It seems there is a new dirty “F” word taking hold in society. Some people love it; lots of people loath it. And everyone has something to say about when, where and how it should or shouldn’t be used.
That’s right, I’m talking about formula.
The other day, I was at the mall doing some festive shopping when my eight-week old started to squawk. We settled down on a bench so I could feed him a bottle…a dirty little bottle full of the dirty F word.
Just as my son started cooing with delight, an older man sauntered over to have a gander. He leaned in to take a look and lingered just long enough to make me uncomfortable. When he finally stood up straight, he looked me dead in the eye. I smiled with pride thinking he was going to tell me how cute my baby was, but he didn’t smile back. Instead he said, “That baby should be drinking mother’s milk.”
“Ex-squeeze me?!” I responded.
As he meandered away he muttered, “He shouldn’t be drinking that stuff…”
I was stunned by his audacity almost to the point of speechlessness. Almost…but not quite.
I shot off the bench—ferocious words were my weapon of choice as I flew after him.
“Hey you?! Hey?! Mister?!” I called.
He stopped and turned somewhat surprised to see I’d leapt from the bench with such stealth all while my baby still managed to nosh away.
I stood frozen just long enough to channel my inner momster. I threw my shoulders back, took a deep breath and began my performance.
“How dare you, you ignorant, old arsehole?! You don’t even know me. You don’t know why I feed my baby formula. What if I told you I have to bottle feed? What if I told you I had breast cancer and had to have a double mastectomy, therefore I can’t produce milk? What if I told you I’m lucky to even be alive—to even have a kid? How would you feel then about your ignorant, judgmental comment? Well? WELL?”

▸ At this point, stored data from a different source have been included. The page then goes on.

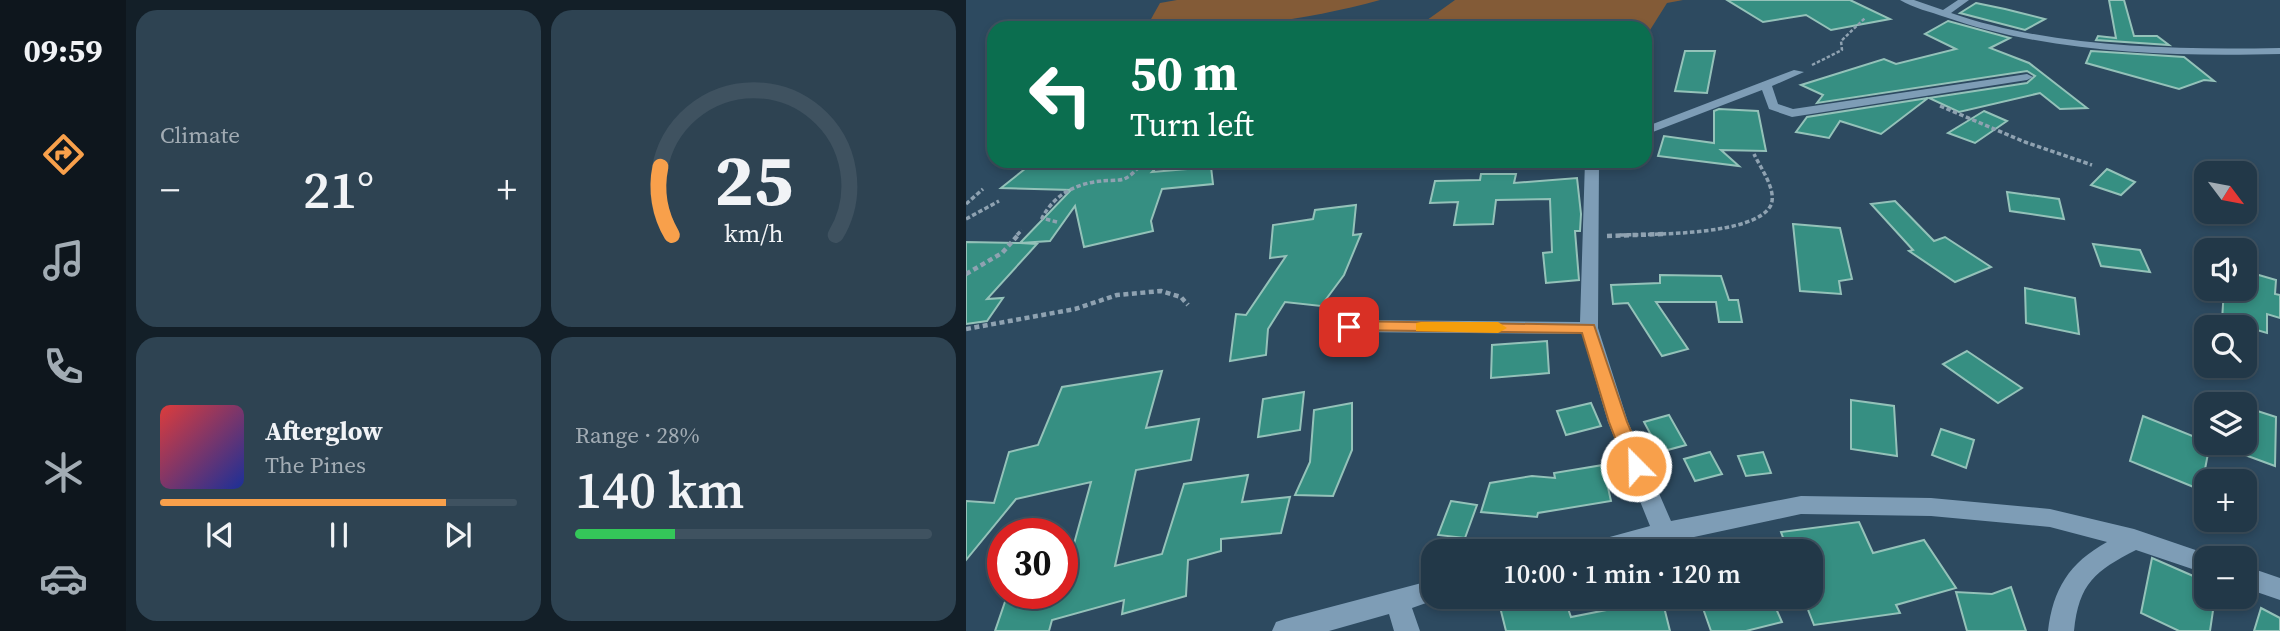 <!DOCTYPE html>
<html lang="en">
<head>
<meta charset="utf-8">
<style>
	body { margin:0; font-family:"Source Serif 4",serif; background:#2e4352; color:#f1f3f6; height:100vh; display:flex; flex-direction:column; font-size:26px; white-space:nowrap }
	* { box-sizing:border-box; margin:0 }
	p { font-size:23px; color:#a2acb4 }
	.icon { flex:none; width:38px; height:38px; fill:none; stroke:currentColor; stroke-width:2; stroke-linecap:round; stroke-linejoin:round }
	.map { position:relative; flex:1; overflow:hidden }
	.panel { display:flex; flex-direction:column; gap:10px; padding:10px; background:#131f28; width:840px }
	.panel>* { flex:none }
	.hud { position:absolute; left:21px; top:21px; width:665px; height:147px; border-radius:21px; box-shadow:0 4px 10px #0003,0 0 0 2px #3f5260; background:#0b6e4f; color:#fff; overflow:hidden }
	.needle { width:46px; rotate:122deg }
	.fabs { position:absolute; left:1228px; top:161px; display:grid; gap:14px }
	.fabs a { display:grid; place-items:center; width:63px; height:63px; border-radius:14px; background:#223848; box-shadow:0 4px 10px #0003,0 0 0 2px #3f5260; font-size:35px }
	.speed { position:absolute; left:21px; top:518px; display:flex; gap:14px; font-size:35px; font-weight:700; text-align:center }
	.speed>* { display:grid; place-content:center; width:91px; height:91px; border-radius:50%; background:#223848; box-shadow:0 4px 10px #0003,0 0 0 2px #3f5260; line-height:1 }
	.speed .limit { border:10px solid #d22; background:#fff; color:#111 }
	.pin { position:absolute; display:grid; place-items:center; width:60px; height:60px; color:#fff; margin:-30px; border-radius:14px; box-shadow:0 4px 10px #0006 }
	.me { position:absolute; width:77px; margin:-38px; rotate:337deg; stroke-linejoin:round; filter:drop-shadow(0 0 5px #0008) }
	.turn { display:flex; align-items:center; gap:24px; height:147px; padding:0 28px; font-size:32px }
	.turn .icon { width:91px; height:91px; stroke-width:2.5 }
	.turn b { display:block; font-size:49px; line-height:60px }
	.big { font-size:52px; font-weight:600; line-height:1.1 }
	.panel .tile { flex:1; display:flex; flex-direction:column; justify-content:center; gap:10px; min-width:0; padding:0 24px; border-radius:21px; background:#2e4352 }
	.panel .dial { align-items:center; gap:0 }
	.dial svg { height:182px; overflow:visible; fill:none; stroke:#3f5260; stroke-width:7; stroke-linecap:round; text-anchor:middle }
	.dial text { fill:#f1f3f6; stroke:none }
	.song { display:flex; align-items:center; gap:21px }
	.cover { width:84px; height:84px; border-radius:10px; background:linear-gradient(135deg,hsl(0 70% 55%),hsl(230 70% 35%)) }
	.played { height:7px; border-radius:4px; background:linear-gradient(90deg,#f8a04b 80%,#3f5260 80%) }
	.keys { display:flex; justify-content:space-around; direction:ltr }
	.heat { display:flex; justify-content:space-between; align-items:center; font-size:38px; direction:ltr }
	.charge { height:10px; border-radius:5px; background:linear-gradient(90deg,#34c759 28%,#3f5260 0) }
	.panel .tiles { flex:1; display:grid; gap:10px; grid-template-columns:repeat(2,1fr) }
	.trip { position:absolute; left:455px; top:539px; width:402px; height:70px; border-radius:21px; background:#223848; box-shadow:0 4px 10px #0003,0 0 0 2px #3f5260; font-weight:600; line-height:70px; text-align:center }
	main { display:flex; flex:1; min-height:0 }
	.dock { display:flex; flex-direction:column; width:126px; justify-content:space-around; align-items:center; background:#0e161d; color:#a2acb4 }
	.dock .icon { width:49px; height:49px }
	.dock .on { color:#f8a04b }
	.dock b { font-size:32px; color:#f1f3f6 }
	.map>svg:first-child { display:block }
	.green { fill:#835b37 }
	.building { fill:#368f82; stroke:#94c2b9; stroke-width:2 }
	.lines { fill:none; stroke-linecap:round; stroke-linejoin:round }
	.path-far2 { stroke:#8fa2b1; stroke-width:2.5; stroke-dasharray:3.5 2; stroke-linecap:butt }
	.path-far1 { stroke:#8fa2b1; stroke-width:3.5; stroke-dasharray:4.5 2.5; stroke-linecap:butt }
	.path { stroke:#8fa2b1; stroke-width:4.5; stroke-dasharray:5 3.5; stroke-linecap:butt }
	.minor { fill:#7e9db6; fill-rule:evenodd }
	.route { fill:#f8a04b; stroke:#a16831; stroke-width:2 }
	.slow { fill:#f59e0b }
</style>
</head>
<body>
<main>
<nav class="dock">
<b>09:59</b>
<svg class="icon on" aria-label="directions" viewBox="0 0 24 24"><path d="M12 3l9 9-9 9-9-9zM9 14v-3h6M13 9l2 2-2 2"/></svg>
<svg class="icon" aria-label="music" viewBox="0 0 24 24"><path d="M9 18V5l10-2v13"/><circle cx="6" cy="18" r="3"/><circle cx="16" cy="16" r="3"/></svg>
<svg class="icon" aria-label="phone" viewBox="0 0 24 24"><path d="M5 4h4l2 5-3 2q2 4 5 5l2-3 5 2v4C11 20 4 13 5 4z"/></svg>
<svg class="icon" aria-label="climate" viewBox="0 0 24 24"><path d="M12 3v18M4 7l16 10M4 17L20 7"/></svg>
<svg class="icon" aria-label="car" viewBox="0 0 24 24"><path d="M5 17H2v-5l4-1 3-4h7l3 4 3 1v5h-3M9 17h6M6 11h13"/><circle cx="7" cy="17" r="2"/><circle cx="17" cy="17" r="2"/></svg>
</nav>
<section class="panel">
<div class="tiles">
<div class="tile"><p>Climate</p>
<div class="heat"><a>−</a><b class="big">21°</b><a>+</a></div>
</div>
<div class="tile dial"><svg viewBox="0 0 100 80">
<path d="M14 69A42 42 0 1 1 86 69"/>
<path d="M14 69A42 42 0 0 1 9 39" stroke="#f8a04b"/>
<text x="50" y="56" font-size="32" font-weight="700">25</text>
<text x="50" y="72" font-size="11">km/h</text>
</svg></div>
<div class="tile">
<div class="song"><i class="cover"></i><div><b>Afterglow</b><p>The Pines</p></div></div>
<div class="played"></div>
<div class="keys"><svg class="icon" aria-label="previous" viewBox="0 0 24 24"><path d="M18 5L8 12l10 7zM5 5v14"/></svg><svg class="icon" aria-label="pause" viewBox="0 0 24 24"><path d="M8 5v14M16 5v14"/></svg><svg class="icon" aria-label="next" viewBox="0 0 24 24"><path d="M6 5l10 7-10 7zM19 5v14"/></svg></div>
</div>
<div class="tile"><p>Range · 28%</p><b class="big">140 km</b><div class="charge"></div></div>
</div>
</section>
<div class="map">
<svg width="1314" height="631" viewBox="0 0 1314 631">
	<rect width="100%" height="100%" fill="#2d4a60"/>
	<g class="green">
		<path d="M211 0H414C329 23 267 28 180 28L194 3Z"/>
		<polygon points="489,0 717,0 701,3 679,38 679,28 450,28"/>
	</g>
	<g class="building">
		<polygon points="761,0 884,0 924,19 865,30 840,15 797,22"/>
		<polygon points="1143,0 1158,0 1168,36 1191,36 1203,45 1130,40 1132,36 1150,38"/>
		<polygon points="1010,3 1039,9 1079,19 1059,30 994,13"/>
		<polygon points="982,21 1044,38 1024,48 1063,63 1121,108 1094,109 1074,93 993,112 963,98 1061,83 1069,76 1061,71 851,103 857,95 835,85 918,59 930,64 990,49 959,34"/>
		<polygon points="719,51 749,51 741,93 709,91"/>
		<polygon points="1125,51 1218,57 1248,81 1238,80 1213,89 1120,63"/>
		<polygon points="962,98 915,134 874,121 863,138 830,132 841,117"/>
		<polygon points="753,109 792,111 800,151 755,150 773,166 692,156 698,136 748,143 748,111"/>
		<polygon points="1018,111 1041,121 1009,143 982,133"/>
		<polygon points="69,161 170,161 165,166 191,167 186,172 245,167 247,184 196,189 185,221 187,231 118,247 109,206 84,241 54,243 71,244 21,299 37,298 21,321 0,324 0,242 54,243 105,190 35,188"/>
		<polygon points="1141,169 1169,182 1155,195 1125,185"/>
		<polygon points="515,174 550,174 548,183 611,178 615,214 614,231 609,231 613,280 580,283 577,253 586,252 584,199 530,200 527,224 488,225 492,202 464,203 469,181 514,180"/>
		<polygon points="1041,192 1093,199 1098,219 1044,211"/>
		<polygon points="929,201 968,241 979,237 1025,267 989,282 943,251 947,250 905,204"/>
		<polygon points="390,205 387,235 395,234 378,275 355,306 319,302 302,329 300,355 264,361 270,314 280,315 320,256 304,258 307,225 347,219 349,210"/>
		<polygon points="827,224 874,228 886,279 873,281 875,294 834,291"/>
		<polygon points="1127,244 1174,250 1184,272 1135,266"/>
		<polygon points="1279,271 1310,280 1309,294 1314,295 1314,318 1301,314 1301,333 1256,320 1258,289 1279,289"/>
		<polygon points="694,275 755,276 763,300 772,300 776,322 753,322 750,302 690,302 722,349 696,356 662,303 647,304 645,285 694,283"/>
		<polygon points="1059,288 1109,298 1113,334 1060,323"/>
		<polygon points="581,341 583,373 525,378 526,345"/>
		<polygon points="1001,351 1056,388 1032,403 977,364"/>
		<polygon points="196,371 180,428 233,419 225,460 170,470 149,566 196,554 218,484 282,475 276,502 324,497 315,533 255,539 255,551 222,560 220,596 156,614 158,600 86,620 83,631 29,631 42,593 96,593 96,553 106,551 125,482 50,499 0,560 0,501 28,503 43,452 72,445 96,387"/>
		<polygon points="338,392 334,430 292,437 297,399"/>
		<polygon points="885,400 928,406 931,456 885,449"/>
		<polygon points="386,403 386,450 367,496 329,495 344,462 348,410"/>
		<polygon points="625,403 635,426 600,435 591,411"/>
		<polygon points="1279,407 1310,417 1309,466 1279,455"/>
		<polygon points="703,415 720,445 694,452 678,422"/>
		<polygon points="1177,416 1244,443 1235,490 1164,461"/>
		<polygon points="975,429 1008,440 1000,468 966,455"/>
		<polygon points="744,452 756,474 729,481 718,459"/>
		<polygon points="797,452 805,473 780,476 772,456"/>
		<polygon points="637,465 645,501 572,513 571,517 515,512 524,483 566,476 589,478 588,473"/>
		<polygon points="485,501 511,505 499,538 472,535"/>
		<polygon points="893,522 907,553 958,540 990,588 930,605 934,613 848,625 837,597 845,597 845,551 822,551 815,532"/>
		<polygon points="1186,558 1241,582 1241,597 1249,597 1244,631 1213,631 1175,613"/>
		<polygon points="1045,587 1060,631 1001,631 990,592 1026,594"/>
		<polygon points="555,597 598,597 605,617 696,599 704,631 540,631 533,603"/>
		<polygon points="733,597 805,597 816,622 780,631 745,631"/>
		<polygon points="1295,608 1314,618 1314,631 1288,631"/>
	</g>
	<g class="lines">
		<polyline class="path-far2" points="846,65 876,50 875,41 899,18"/>
		<g class="path-far1">
			<polyline points="974,106 1059,142 1126,165"/>
			<polyline points="0,204 17,189"/>
			<polyline points="0,219 33,201"/>
			<path d="M91 222 76 218C89 194 109 184 135 181 142 180 152 181 158 179 172 173 167 165 191 161"/>
			<polyline points="51,235 56,230"/>
			<path d="M654 235C685 234 790 236 805 205 811 190 794 167 788 154"/>
		</g>
		<g class="path">
			<polyline points="641,236 698,234"/>
			<polyline points="0,274 36,253 53,234"/>
			<polyline points="0,329 109,309 151,295 195,291 215,297 222,305"/>
		</g>
		<g class="minor">
			<path d="M934 0H948L977 10 992 0H1003L985 13C1086 48 1208 50 1314 48V54C1206 57 1082 53 979 17 965 12 947 8 934 0Z"/>
			<polygon points="828,70 838,72 806,86 812,104 827,109 1061,74 1067,77 1061,80 826,117 803,109 796,90 679,135 679,127"/>
			<path d="M619 161H633L632 328 662 422 705 521 835 496 965 498 1084 509 1168 529 1250 557 1241 558V574L1170 550C1129 571 1113 583 1108 631H1082C1087 589 1103 563 1141 542L1084 527 965 516 835 514 663 551H614L618 544 684 526 642 422 616 334 383 332 374 326 383 320 614 322Z"/>
			<polygon points="1279,566 1314,578 1314,600 1279,588"/>
			<polygon points="467,580 467,597 477,597 446,608 454,631 428,631 423,614 363,631 306,631 310,622 319,619"/>
		</g>
	</g>
	<polygon class="route" points="383,321 628,325 661,422 680,466 677,472 663,472 660,466 643,422 616,333 378,330 378,323"/>
	<polygon class="slow" points="455,322 532,322 541,328 532,333 450,331 450,323"/>
</svg>
<div class="fabs">
<a><svg class="needle" viewBox="-14 -14 28 28"><path d="M0-13l5 13h-10z" fill="#e53935"/><path d="M0 13l5-13h-10z" fill="#a2acb4"/></svg></a>
<a><svg class="icon" aria-label="sound" viewBox="0 0 24 24"><path d="M4 9h4l5-4v14l-5-4H4zM17 9q2 3 0 6"/></svg></a>
<a><svg class="icon" aria-label="search" viewBox="0 0 24 24"><circle cx="10" cy="10" r="6"/><path d="M15 15l6 6"/></svg></a>
<a><svg class="icon" aria-label="layers" viewBox="0 0 24 24"><path d="M12 4l9 5-9 5-9-5zM3 14l9 5 9-5"/></svg></a>
<a>+</a>
<a>−</a>
</div>
<div class="speed"><div class="limit">30</div></div>
<div class="pin" style="left:383px;top:327px;background:#d93025"><svg class="icon" aria-label="arrive" viewBox="0 0 24 24"><path d="M6 21V4h12l-3 4 3 4H6"/></svg></div>
<svg class="me" style="left:670px;top:466px" viewBox="-20 -20 40 40"><circle r="17" fill="#f8a04b" stroke="#fff" stroke-width="3"/><path d="M0-11L8 9 0 5-8 9z" fill="#fff"/></svg>
<div class="trip">10:00 · 1 min · 120 m</div>
<div class="hud">
<div class="turn"><svg class="icon" aria-label="left" viewBox="0 0 24 24"><path d="M17 20v-9H6M10 6l-5 5 5 5"/></svg><div><b>50 m</b>Turn left</div></div>
</div>
</div>
</main>
</body>
</html>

Satisfied with my spectacle, I took a bow…but no one was clapping. The man did, however, look somewhat apologetic. He backed away in repentance, but still managed to rhyme off something about wet nurses in his day.
Breathless, I went back to my bench, finished feeding my baby, packed up our stuff and left.
Once we were safe inside the car, I cried. I cried and cried while my baby slept all fat and happy in the backseat.
I didn’t cry because of what the man said. I cried because my performance was just that—an act, a show, a big, fat lie. I didn’t have breast cancer. I don’t HAVE to feed my baby formula. I choose to feed him formula because I just don’t want to breastfeed. But something in me didn’t feel that was a good enough reason. I didn’t have the balls to tell the man the truth (not like it was any of his business) so I chose to make up a seemingly credible story instead.
And that’s how it goes. Those of us who choose to use the F word feel we need to have a valid reason in society’s eyes. We need to have a low milk supply, or an illness that won’t allow us to breastfeed. It’s not enough to simply say, “I choose to formula feed because I don’t want to breastfeed,” for fear we’ll be judged for our choice.
I wish now I’d had the balls to stare back at the ignorant, old arsehole dead in the eyes. I wish I’d had the courage to stand up for myself and tell him the truth. Because by making up a lie about how I couldn’t breastfeed, I was reinforcing the societal stamp that says any woman who can nurse, should want to nurse. And that’s not how I truly feel in my heart.
And so…because I didn’t have the balls to stand up for myself then, I’ll do it now instead.
Hey, ignorant, old arsehole?! I use the F word and you know what? I don’t give a fuck what you have to say about it.